In advance of the first 24-hour virtual Women in Data Science (WiDS) Worldwide Conference March 8, 2021, we invite you to build a team, hone your data science skills, and join us for the 4th Annual WiDS Datathon focused on social impact. Register now!

The WiDS Datathon 2021 focuses on patient health, with an emphasis on the chronic condition of diabetes, through data from MIT’s GOSSIS (Global Open Source Severity of Illness Score) initiative. Brought to you by the WiDS Worldwide team at Stanford, the West Big Data Innovation Hub, and the WiDS Datathon Committee, this year’s datathon is open until March 1, 2021. Winners will be announced at the WiDS Conference via livestream, reaching a community of 100,000+ data enthusiasts across more than 85 countries.

# Background #

Getting a rapid understanding of the context of a patient’s overall health has been particularly important during the COVID-19 pandemic as healthcare workers around the world struggle with hospitals overloaded by patients in critical condition. Intensive Care Units (ICUs) often lack verified medical histories for incoming patients. A patient in distress or a patient who is brought in confused or unresponsive may not be able to provide information about chronic conditions such as heart disease, injuries, or diabetes. Medical records may take days to transfer, especially for a patient from another medical provider or system.

Knowledge about chronic conditions such as diabetes can inform clinical decisions about patient care and ultimately improve patient outcomes. Learn more about the global scale of diabetes on our Datathon News page, and make sure you are subscribed to the WiDS Datathon Mailing List to receive the latest updates, tutorials, and articles.

# Overview
This years challenge will focus on models to determine whether a patient admitted to an ICU has been diagnosed with a particular type of diabetes, Diabetes Mellitus. Using data from the first 24 hours of intensive care, individuals and teams will explore labeled training data for model development. Participants will then upload predictions for unlabeled data to Kaggle and these predictions will be used to determine the public leaderboard rankings, as well as the final leaderboard revealed at the close of the competition.

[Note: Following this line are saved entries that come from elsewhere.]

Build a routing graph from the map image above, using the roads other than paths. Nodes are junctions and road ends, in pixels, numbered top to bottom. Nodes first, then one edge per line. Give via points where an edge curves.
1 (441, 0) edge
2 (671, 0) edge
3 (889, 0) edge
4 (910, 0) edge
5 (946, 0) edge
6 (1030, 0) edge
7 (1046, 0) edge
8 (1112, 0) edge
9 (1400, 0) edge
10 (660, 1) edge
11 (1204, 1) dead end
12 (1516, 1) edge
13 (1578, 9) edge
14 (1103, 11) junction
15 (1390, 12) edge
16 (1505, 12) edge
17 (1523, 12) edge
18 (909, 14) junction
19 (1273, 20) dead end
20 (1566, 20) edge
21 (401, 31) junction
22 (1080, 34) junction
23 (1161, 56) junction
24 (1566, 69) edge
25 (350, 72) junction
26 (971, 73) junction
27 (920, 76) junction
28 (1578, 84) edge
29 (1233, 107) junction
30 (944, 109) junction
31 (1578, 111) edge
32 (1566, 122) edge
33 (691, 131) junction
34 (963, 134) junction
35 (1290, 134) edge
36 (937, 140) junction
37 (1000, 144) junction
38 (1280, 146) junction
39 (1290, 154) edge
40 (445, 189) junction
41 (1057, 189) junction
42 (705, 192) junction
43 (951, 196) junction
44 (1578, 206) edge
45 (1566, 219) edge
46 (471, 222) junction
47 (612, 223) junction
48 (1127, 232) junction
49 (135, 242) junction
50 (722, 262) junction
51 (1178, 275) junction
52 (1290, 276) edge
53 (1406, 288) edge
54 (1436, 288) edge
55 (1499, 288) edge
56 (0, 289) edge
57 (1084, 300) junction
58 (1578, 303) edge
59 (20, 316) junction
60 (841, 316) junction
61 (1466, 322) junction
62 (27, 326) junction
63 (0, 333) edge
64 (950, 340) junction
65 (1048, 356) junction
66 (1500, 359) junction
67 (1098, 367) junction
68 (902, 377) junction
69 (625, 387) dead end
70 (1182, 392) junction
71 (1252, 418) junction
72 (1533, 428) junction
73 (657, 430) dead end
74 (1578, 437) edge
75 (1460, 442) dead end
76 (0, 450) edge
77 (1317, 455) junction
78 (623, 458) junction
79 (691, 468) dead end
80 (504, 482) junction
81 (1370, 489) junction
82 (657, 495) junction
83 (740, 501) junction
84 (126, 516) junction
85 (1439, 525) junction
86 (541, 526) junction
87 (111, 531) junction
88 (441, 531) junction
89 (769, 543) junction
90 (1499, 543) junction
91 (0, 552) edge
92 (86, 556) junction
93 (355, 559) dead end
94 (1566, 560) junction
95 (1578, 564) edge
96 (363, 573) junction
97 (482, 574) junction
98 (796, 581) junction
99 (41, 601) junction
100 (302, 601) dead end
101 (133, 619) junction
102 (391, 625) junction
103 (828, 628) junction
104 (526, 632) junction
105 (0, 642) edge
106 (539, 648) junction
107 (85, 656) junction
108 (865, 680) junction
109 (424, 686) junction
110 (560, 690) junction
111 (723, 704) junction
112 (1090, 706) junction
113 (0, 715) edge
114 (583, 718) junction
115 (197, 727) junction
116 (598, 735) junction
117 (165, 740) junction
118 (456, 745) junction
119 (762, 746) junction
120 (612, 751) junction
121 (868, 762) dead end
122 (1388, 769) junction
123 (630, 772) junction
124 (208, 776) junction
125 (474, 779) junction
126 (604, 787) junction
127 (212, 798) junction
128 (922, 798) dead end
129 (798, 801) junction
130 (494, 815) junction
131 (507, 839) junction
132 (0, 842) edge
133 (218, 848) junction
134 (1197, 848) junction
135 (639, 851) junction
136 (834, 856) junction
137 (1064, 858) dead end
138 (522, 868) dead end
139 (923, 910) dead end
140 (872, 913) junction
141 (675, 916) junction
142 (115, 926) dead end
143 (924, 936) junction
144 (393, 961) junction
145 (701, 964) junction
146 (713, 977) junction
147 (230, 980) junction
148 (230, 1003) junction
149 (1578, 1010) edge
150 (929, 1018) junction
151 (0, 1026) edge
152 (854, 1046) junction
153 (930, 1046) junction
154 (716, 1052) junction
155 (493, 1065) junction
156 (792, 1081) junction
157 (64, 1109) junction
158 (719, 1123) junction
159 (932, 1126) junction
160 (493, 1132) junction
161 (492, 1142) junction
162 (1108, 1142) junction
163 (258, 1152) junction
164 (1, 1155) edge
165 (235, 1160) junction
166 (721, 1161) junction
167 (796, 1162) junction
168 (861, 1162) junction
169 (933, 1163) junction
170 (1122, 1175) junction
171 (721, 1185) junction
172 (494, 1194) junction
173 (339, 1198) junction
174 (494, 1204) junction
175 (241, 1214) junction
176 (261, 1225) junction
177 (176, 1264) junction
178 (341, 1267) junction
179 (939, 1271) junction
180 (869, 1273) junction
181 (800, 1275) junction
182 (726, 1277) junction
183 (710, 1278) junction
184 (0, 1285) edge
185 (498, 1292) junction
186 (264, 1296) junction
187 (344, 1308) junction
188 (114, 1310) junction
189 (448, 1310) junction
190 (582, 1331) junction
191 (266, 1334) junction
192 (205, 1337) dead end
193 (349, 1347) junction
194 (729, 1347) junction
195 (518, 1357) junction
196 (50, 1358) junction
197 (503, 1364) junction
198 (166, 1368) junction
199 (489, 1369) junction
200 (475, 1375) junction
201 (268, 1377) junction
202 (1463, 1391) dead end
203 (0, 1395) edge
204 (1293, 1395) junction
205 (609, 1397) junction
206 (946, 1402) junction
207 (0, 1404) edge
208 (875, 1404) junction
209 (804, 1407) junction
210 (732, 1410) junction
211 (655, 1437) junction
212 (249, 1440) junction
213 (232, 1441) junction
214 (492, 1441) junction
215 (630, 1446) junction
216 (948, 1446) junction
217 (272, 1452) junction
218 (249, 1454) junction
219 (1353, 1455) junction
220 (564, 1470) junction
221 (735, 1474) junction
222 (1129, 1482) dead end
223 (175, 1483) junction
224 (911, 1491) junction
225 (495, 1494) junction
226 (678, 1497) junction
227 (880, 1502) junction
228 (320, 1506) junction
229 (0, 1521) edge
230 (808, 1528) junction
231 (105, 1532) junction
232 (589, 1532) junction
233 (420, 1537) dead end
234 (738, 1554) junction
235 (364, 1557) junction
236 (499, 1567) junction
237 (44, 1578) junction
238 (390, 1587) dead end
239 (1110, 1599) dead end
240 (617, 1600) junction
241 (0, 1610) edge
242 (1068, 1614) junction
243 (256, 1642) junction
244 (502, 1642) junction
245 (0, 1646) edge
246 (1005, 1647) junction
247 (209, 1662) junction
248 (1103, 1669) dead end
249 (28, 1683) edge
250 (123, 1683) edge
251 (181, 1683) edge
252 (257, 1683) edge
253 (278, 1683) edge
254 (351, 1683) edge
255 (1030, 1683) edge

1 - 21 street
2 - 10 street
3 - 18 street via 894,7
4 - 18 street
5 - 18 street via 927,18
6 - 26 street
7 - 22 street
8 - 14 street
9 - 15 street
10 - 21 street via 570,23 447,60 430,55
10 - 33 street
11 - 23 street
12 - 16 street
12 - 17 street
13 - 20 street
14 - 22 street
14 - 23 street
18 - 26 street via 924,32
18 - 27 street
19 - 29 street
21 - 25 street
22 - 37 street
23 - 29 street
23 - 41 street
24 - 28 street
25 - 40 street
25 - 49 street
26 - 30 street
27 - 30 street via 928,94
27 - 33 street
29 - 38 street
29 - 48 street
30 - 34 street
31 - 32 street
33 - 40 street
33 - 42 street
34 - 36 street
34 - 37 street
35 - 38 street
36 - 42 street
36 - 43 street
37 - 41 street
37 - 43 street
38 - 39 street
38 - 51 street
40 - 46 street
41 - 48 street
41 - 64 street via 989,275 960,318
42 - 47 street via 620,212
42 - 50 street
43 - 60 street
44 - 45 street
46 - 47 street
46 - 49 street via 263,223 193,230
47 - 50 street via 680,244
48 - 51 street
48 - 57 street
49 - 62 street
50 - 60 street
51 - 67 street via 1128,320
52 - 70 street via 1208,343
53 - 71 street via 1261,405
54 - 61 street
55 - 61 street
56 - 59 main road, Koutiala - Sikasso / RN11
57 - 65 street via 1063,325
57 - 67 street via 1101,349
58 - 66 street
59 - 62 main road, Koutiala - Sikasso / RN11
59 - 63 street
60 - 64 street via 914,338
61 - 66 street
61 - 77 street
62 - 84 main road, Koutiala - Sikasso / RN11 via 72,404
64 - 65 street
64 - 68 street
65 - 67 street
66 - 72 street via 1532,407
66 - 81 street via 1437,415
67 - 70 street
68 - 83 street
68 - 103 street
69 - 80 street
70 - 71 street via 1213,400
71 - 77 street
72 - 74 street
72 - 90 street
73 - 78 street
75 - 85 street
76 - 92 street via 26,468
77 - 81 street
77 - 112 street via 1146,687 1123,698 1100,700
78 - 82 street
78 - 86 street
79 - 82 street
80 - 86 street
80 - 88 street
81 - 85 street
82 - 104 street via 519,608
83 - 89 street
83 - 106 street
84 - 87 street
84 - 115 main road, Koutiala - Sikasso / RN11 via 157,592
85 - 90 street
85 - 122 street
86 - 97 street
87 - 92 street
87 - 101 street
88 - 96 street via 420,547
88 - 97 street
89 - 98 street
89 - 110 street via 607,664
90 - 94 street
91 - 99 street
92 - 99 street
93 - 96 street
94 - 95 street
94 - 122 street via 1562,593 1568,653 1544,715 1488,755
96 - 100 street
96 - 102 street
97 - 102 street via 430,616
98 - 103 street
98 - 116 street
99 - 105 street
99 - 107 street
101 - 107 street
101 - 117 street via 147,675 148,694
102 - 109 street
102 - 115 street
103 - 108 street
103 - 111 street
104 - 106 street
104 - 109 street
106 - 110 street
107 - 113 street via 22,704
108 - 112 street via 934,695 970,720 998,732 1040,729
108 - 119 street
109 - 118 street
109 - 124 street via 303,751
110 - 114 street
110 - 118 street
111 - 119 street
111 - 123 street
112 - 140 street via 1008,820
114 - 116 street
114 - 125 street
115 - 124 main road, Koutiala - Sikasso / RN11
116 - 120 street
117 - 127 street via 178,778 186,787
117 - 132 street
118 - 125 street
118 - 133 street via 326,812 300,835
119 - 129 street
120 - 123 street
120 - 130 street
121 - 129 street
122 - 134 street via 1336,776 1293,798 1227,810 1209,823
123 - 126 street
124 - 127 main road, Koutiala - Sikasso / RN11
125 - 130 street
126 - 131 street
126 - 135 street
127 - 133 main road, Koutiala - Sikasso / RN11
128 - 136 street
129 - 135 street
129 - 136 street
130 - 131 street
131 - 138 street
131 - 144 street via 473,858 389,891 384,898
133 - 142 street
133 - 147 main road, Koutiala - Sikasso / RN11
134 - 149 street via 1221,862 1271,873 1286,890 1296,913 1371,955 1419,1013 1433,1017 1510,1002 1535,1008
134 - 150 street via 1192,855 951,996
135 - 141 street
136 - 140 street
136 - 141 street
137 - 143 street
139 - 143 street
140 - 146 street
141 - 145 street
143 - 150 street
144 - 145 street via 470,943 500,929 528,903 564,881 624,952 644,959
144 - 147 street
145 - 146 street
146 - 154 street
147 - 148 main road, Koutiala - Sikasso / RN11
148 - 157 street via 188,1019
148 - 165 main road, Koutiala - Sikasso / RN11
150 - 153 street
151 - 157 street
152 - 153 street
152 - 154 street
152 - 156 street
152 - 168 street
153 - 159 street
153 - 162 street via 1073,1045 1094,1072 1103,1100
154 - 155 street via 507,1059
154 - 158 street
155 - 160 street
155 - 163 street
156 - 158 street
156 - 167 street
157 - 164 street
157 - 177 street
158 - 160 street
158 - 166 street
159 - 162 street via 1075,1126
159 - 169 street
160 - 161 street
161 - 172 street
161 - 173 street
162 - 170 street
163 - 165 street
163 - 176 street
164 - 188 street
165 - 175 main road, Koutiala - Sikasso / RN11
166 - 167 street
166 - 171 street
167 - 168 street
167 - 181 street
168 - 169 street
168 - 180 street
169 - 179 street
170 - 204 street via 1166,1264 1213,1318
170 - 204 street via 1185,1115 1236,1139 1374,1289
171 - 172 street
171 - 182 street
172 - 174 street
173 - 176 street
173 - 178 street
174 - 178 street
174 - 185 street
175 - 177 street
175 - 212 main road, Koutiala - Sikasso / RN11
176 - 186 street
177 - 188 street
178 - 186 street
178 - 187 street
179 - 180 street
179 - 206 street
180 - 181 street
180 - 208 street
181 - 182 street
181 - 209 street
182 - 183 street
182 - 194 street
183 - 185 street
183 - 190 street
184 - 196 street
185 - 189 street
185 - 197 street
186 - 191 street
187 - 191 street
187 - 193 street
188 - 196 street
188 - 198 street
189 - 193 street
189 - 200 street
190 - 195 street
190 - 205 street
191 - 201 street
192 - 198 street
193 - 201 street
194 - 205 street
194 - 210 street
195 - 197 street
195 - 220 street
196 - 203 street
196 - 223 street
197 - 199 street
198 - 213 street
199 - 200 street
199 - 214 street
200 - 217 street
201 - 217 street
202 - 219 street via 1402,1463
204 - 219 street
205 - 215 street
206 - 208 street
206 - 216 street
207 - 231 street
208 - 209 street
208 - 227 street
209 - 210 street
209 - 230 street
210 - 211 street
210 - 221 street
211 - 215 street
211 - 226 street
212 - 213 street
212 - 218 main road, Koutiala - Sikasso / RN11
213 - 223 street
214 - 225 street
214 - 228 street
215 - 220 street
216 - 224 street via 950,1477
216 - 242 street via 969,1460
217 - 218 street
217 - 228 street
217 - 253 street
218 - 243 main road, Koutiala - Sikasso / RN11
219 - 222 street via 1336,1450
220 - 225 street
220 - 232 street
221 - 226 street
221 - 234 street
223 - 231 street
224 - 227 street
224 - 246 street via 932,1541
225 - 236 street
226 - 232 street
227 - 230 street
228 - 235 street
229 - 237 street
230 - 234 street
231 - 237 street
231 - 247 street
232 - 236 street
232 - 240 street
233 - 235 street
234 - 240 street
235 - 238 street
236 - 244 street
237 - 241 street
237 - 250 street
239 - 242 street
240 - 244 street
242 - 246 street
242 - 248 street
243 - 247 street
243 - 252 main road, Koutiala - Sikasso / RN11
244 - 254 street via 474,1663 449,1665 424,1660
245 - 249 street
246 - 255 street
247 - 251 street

Data analysis can be completed using your preferred tools. Tutorials, sample code, and other resources will be posted throughout the competition at [widsconference.org/datathon-resources](widsconference.org/datathon-resources) and on the Kaggle Discussion Forum.

The WiDS Datathon 2021 dataset is similar to the WiDS Datathon 2020 dataset, but prior experience is not needed. This year's WiDS Datathon will also feature a Phase 2 hosted by the National Science Foundation Big Data Innovation Hubs, to encourage research papers and further collaboration. Special thanks to Kaggle for supporting the suite of WiDS Datathon cash awards this year, totaling $10,000 USD.

Who can participate
We invite anyone from those new to data science to veterans of the field to participate. For those who have never tried machine learning or worked with health data before, check out the series of tutorials and webinars from the WiDS Datathon Committee, workshop organizers, and community of participants to help you get started.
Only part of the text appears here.